Love Thy Neighbour, or Not: Peer Effects in the Market for Energy Efficient Housing
This paper explores the spatial nature of peer effects in the London property market and how they increase property prices and upgrades exclusively within clusters of highly energy efficient properties. By exploiting random variation in the timing of listings to leverage information reported to the market, I find that buyers are attentive to energy efficiency scores at the neighbourhood-level, generating a discontinuity in prices at the border of highly-efficient clusters. This discontinuity reflects a local price premium which exists and persist only when clusters are identifiable through listings and is driven by the upgrades undertaken by households who sort into these neighbourhoods based on preferences for energy efficiency. Exposure to selecting households induces peer effects among incumbent residents who are then more likely to make energy efficiency upgrades. A theoretical spatial model is developed to capture the impact of neighbourhood selection through peer-based investment matches on property prices. The model predicts that households pay premiums to locate in neighbourhoods that exhibit match only when expected investment returns are high. Current literature has focused more on the impact of private investments on prices at the property-level, with little research into how one’s peers influence this dynamic. I fill this gap with both empirical and theoretical evidence, while also reflecting on the growing debate surrounding Net Zero and the role of residential emissions.

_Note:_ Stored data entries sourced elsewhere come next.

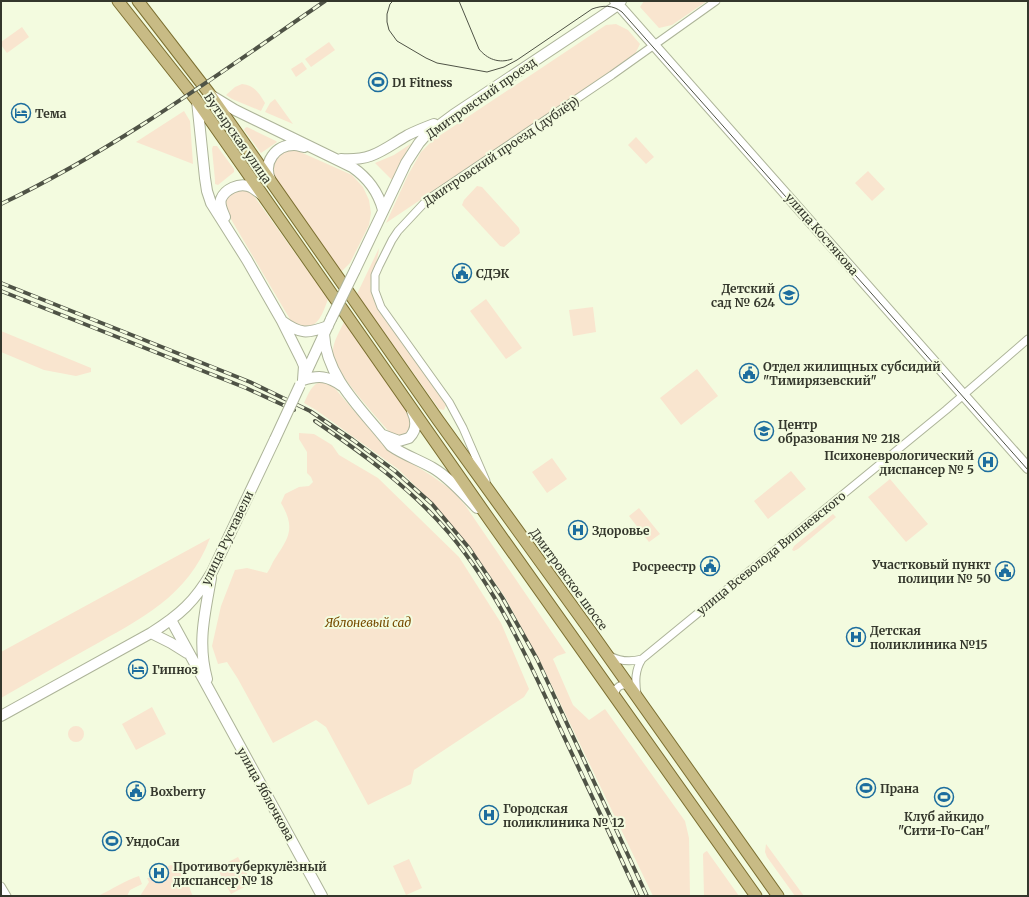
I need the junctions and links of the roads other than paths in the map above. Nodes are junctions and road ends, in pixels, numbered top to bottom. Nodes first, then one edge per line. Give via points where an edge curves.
1 (118, 1) edge
2 (138, 1) edge
3 (716, 1) edge
4 (618, 2) edge
5 (655, 45) junction
6 (209, 94) junction
7 (197, 100) junction
8 (452, 115) junction
9 (316, 149) junction
10 (338, 159) junction
11 (272, 185) junction
12 (262, 196) junction
13 (383, 210) junction
14 (230, 230) junction
15 (355, 270) joint
16 (339, 278) joint
17 (282, 321) junction
18 (328, 326) junction
19 (1028, 339) edge
20 (302, 383) junction
21 (344, 388) junction
22 (964, 395) junction
23 (404, 396) junction
24 (383, 435) junction
25 (1028, 468) edge
26 (491, 492) junction
27 (489, 519) junction
28 (212, 572) junction
29 (171, 620) junction
30 (151, 633) junction
31 (189, 654) junction
32 (607, 654) junction
33 (642, 659) junction
34 (211, 692) junction
35 (635, 693) junction
36 (616, 699) junction
37 (1, 716) edge
38 (1, 886) edge
39 (7, 896) edge
40 (322, 896) edge
41 (756, 896) edge
42 (778, 896) edge

1 - 7 main road, Бутырская улица
2 - 6 main road, Бутырская улица
3 - 5 street, Дмитровский проезд (дублёр)
4 - 5 main road, улица Костякова
4 - 8 main road, Дмитровский проезд via 592,23
5 - 22 main road, улица Костякова
5 - 26 street, Дмитровский проезд (дублёр) via 427,200 395,235 376,275 375,290 382,307 449,402
6 - 9 main road
6 - 11 main road, Бутырская улица
7 - 12 main road, Бутырская улица
7 - 14 main road via 207,190 211,203
8 - 10 main road via 368,158
8 - 13 main road, Дмитровский проезд via 419,143
9 - 10 main road
9 - 11 main road via 293,145 276,151 268,163 267,170
10 - 13 main road via 368,179 378,194
11 - 16 main road, Бутырская улица
12 - 14 main road via 248,186 242,185 224,194 220,205
12 - 23 main road, Бутырская улица
13 - 15 main road, Дмитровский проезд
14 - 17 main road
15 - 18 main road, улица Руставели, bridge
16 - 26 main road, Дмитровское шоссе
17 - 18 main road via 305,332
17 - 20 main road via 304,366
18 - 20 main road, улица Руставели
18 - 21 main road via 325,342 329,360
19 - 22 street, улица Всеволода Вишневского
20 - 21 main road via 313,377 324,377
20 - 28 main road, улица Руставели, bridge
21 - 24 main road
22 - 25 main road, улица Костякова
22 - 33 street, улица Всеволода Вишневского
23 - 24 main road via 416,424 412,435 399,441
23 - 27 main road
24 - 27 main road via 399,452 443,475
26 - 32 main road, Дмитровское шоссе
27 - 36 main road
28 - 29 main road, улица Руставели via 202,590
28 - 34 main road via 202,635 204,668
29 - 30 main road, улица Руставели
29 - 31 main road
30 - 31 main road
30 - 37 main road, улица Руставели
31 - 34 main road
32 - 33 street via 627,661
32 - 35 main road, Дмитровское шоссе
33 - 35 street via 637,670
34 - 40 main road, улица Яблочкова
35 - 36 street via 626,685 619,687 615,692
35 - 42 main road, Дмитровское шоссе
36 - 41 main road
38 - 39 street

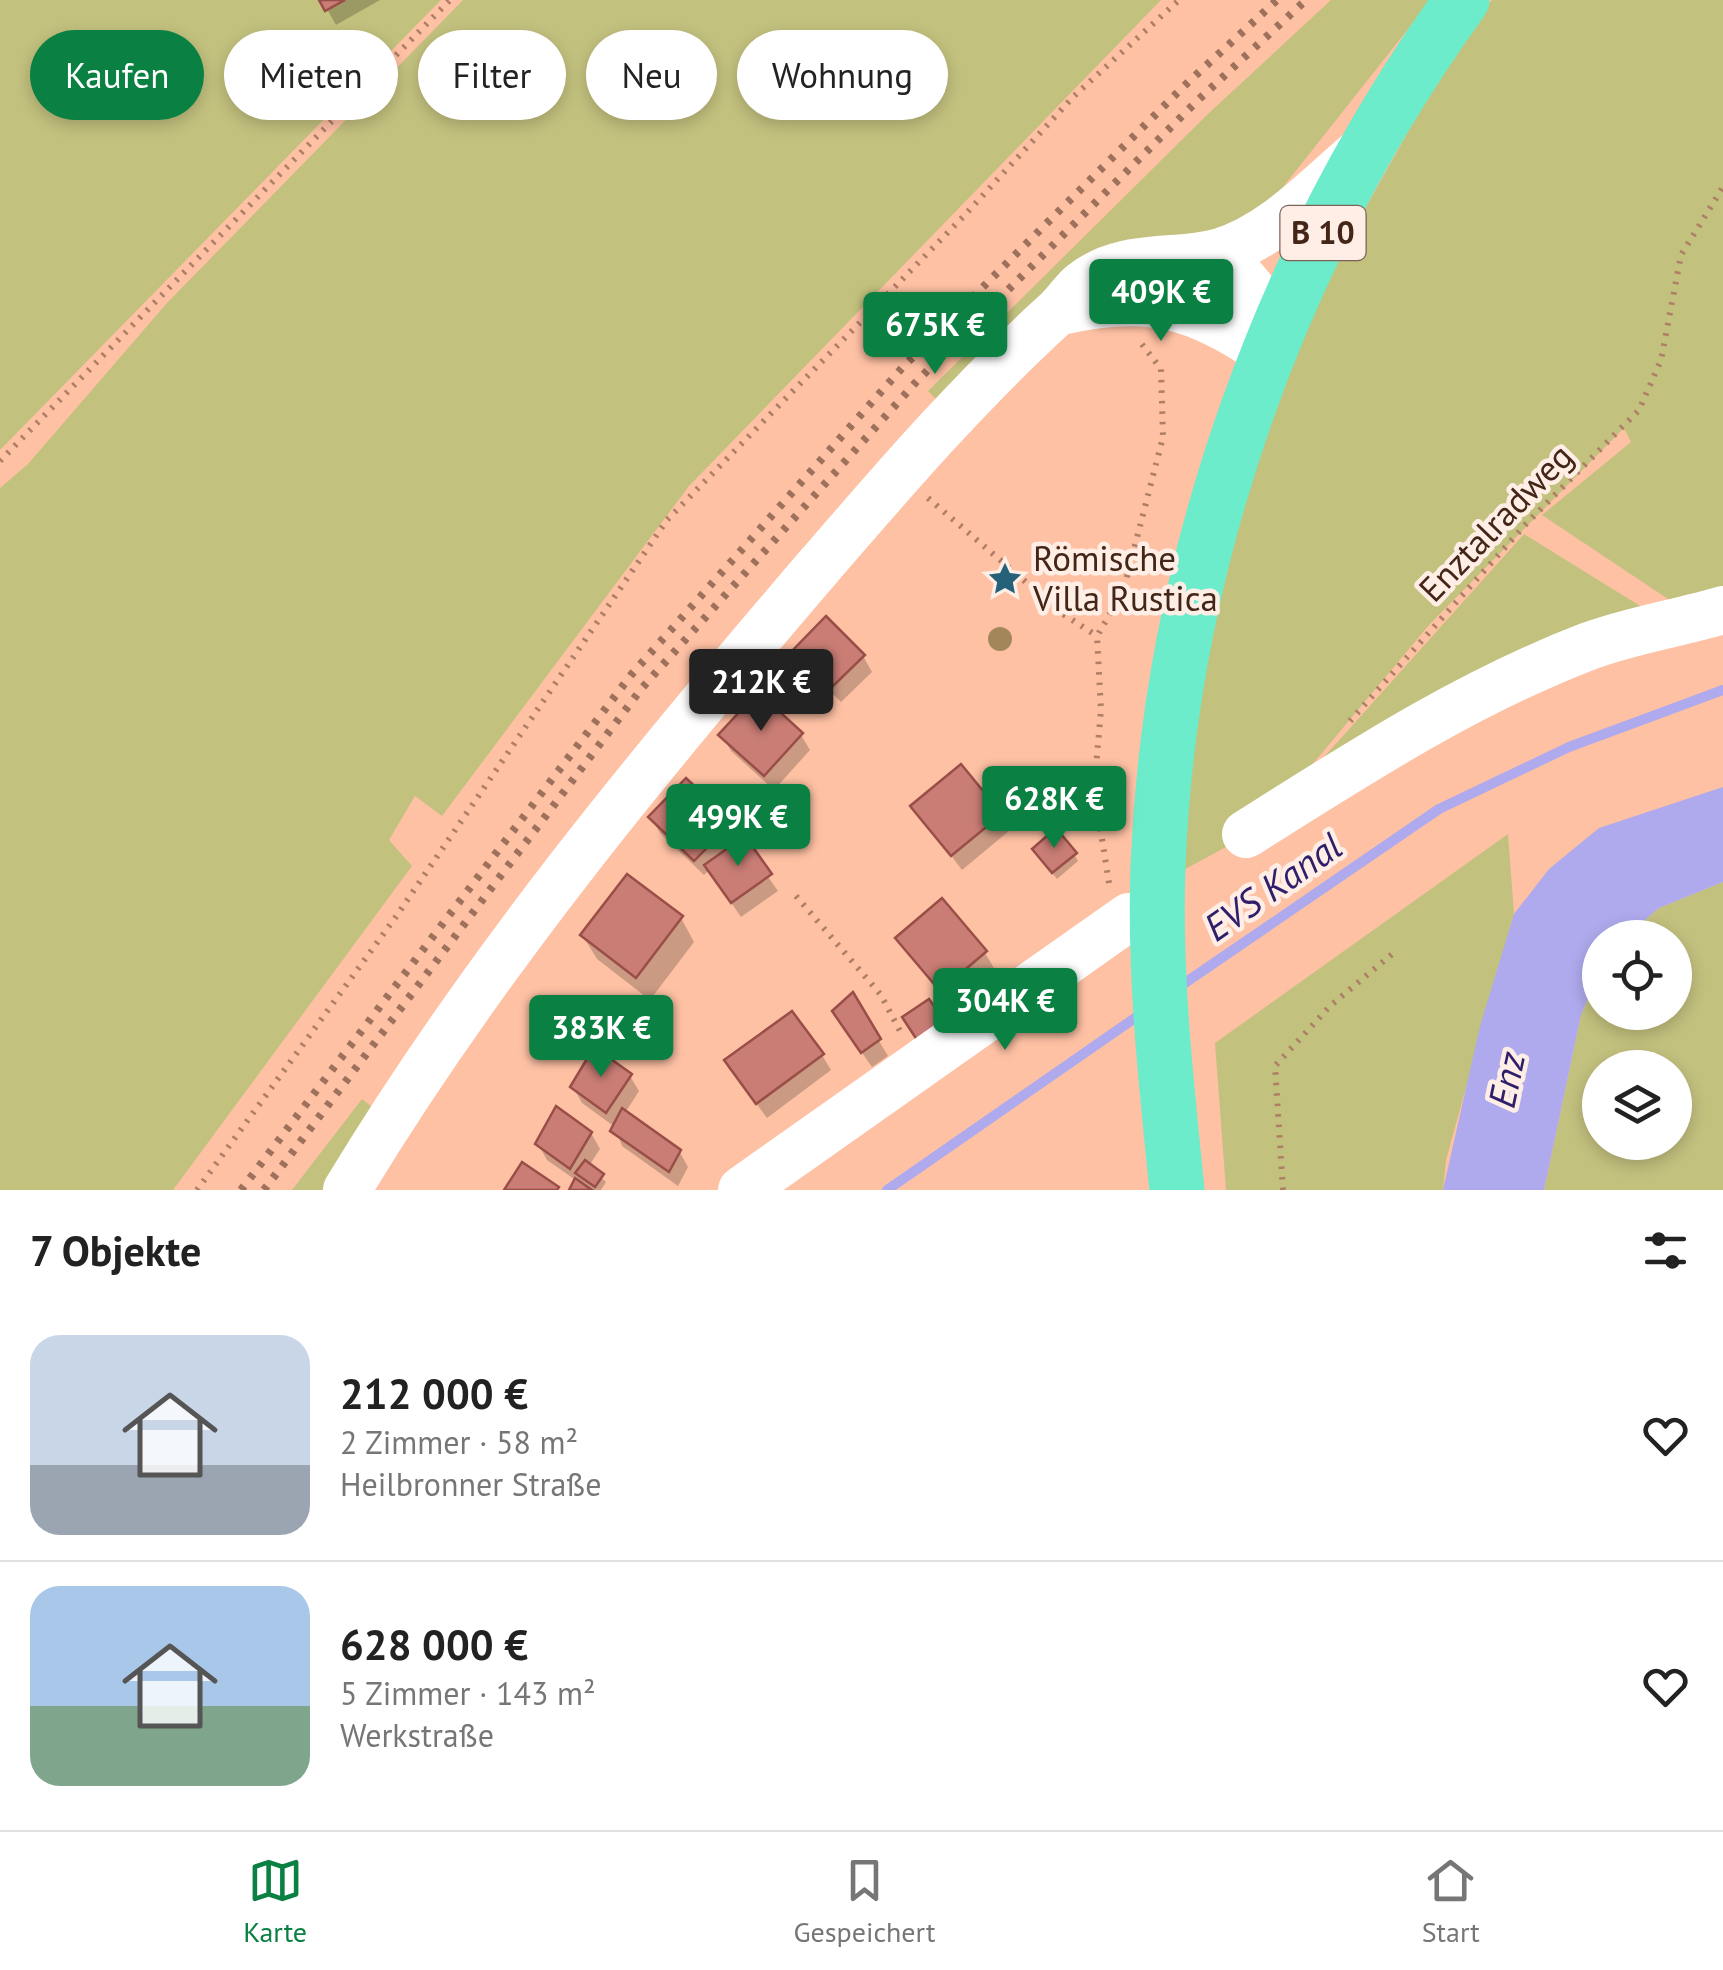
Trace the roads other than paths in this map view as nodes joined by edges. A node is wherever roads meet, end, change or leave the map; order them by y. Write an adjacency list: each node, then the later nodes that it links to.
1 (1462, 0): 2 (main road, B 10)
2 (1371, 144): 3 (street); 5 (main road, B 10)
3 (1196, 258): 4 (street); 5 (street)
4 (1058, 312): 5 (street); 9 (street)
5 (1275, 340): 11 (main road, B 10)
6 (1723, 610): 7 (street)
7 (1246, 834)
8 (1129, 917): 10 (street)
9 (347, 1190)
10 (742, 1190)
11 (1177, 1190)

Pricing Potential: Understanding the Cost of Unrealised Energy Efficiency
With Enrico Vanino and Alberto Montagnoli
A wealth of literature has explored the capitalisation of energy efficiency improvements into property prices following changes in current energy efficiency scores. We argue that this approach neglects the differing incentives to make improvements that arise from heterogeneity in the potential returns to investment. This paper proposes a different approach to estimating capitalisation using what we term Unrealised Efficiency – capturing these incentives by measuring the difference between a property’s current and potential energy efficiency. Applying this new definition allows us to estimate specifically how buyers value improvements relative to their potential. A 2SLS approach is adopted to address endogeneity concerns and shows that buyers bid higher for properties with lower unrealised efficiency - with bids increasing by 1% in response to a 10% decrease in that that’s unrealised. Conversely, buyers lower their bids for higher unrealised efficiency to compensate for improvement works. The capitalisation rate of unrealised efficiency is half that of the current efficiency, suggesting buyers are myopic in their valuation of the future benefits of energy efficiency improvements. A back of the envelop calculation suggests that 40% of properties in the sample would fail to achieve a positive return on investment at this rate, calling into questions the efficacy of policies aiming to stimulate housing retrofit and providing support to the persistence of the energy efficiency gap
Local Economic Effects of Renewable Energy Transition: Evidence from Offshore Wind Energy in the UK
With Enrico Vanino and Milan Quentel
The transition towards renewable energy could play a key role in the local economic development of peripheral and lagging-behind regions, allowing many peripheral regions across developed countries, once dependent on mature declining industries, to regenerate their local economies by sustainably transitioning towards new higher added-value green industries. This is the first study providing robust evidence at a granular level analysing investment in offshore wind energy in the UK. By applying an instrumental variable approach to address endogeneity, modelling the probability of wind farms’ locations based on offshore natural characteristics, we identify the causal impact of offshore wind farms on the economic development of local onshore coastal
communities in the UK, linked through the location of infrastructures servicing these farms. We find positive effects of investment in offshore wind energy capacity both on employment (+10%) and on firm entry (+20%), with stronger effects in local labour markets around key infrastructure servicing offshore wind farms. This is mainly driven by service and high-productivity industries related to the offshore wind energy industry, with positive effects also for lagging-behind places, but not for the most deprived areas, with long-term effects beyond the construction period.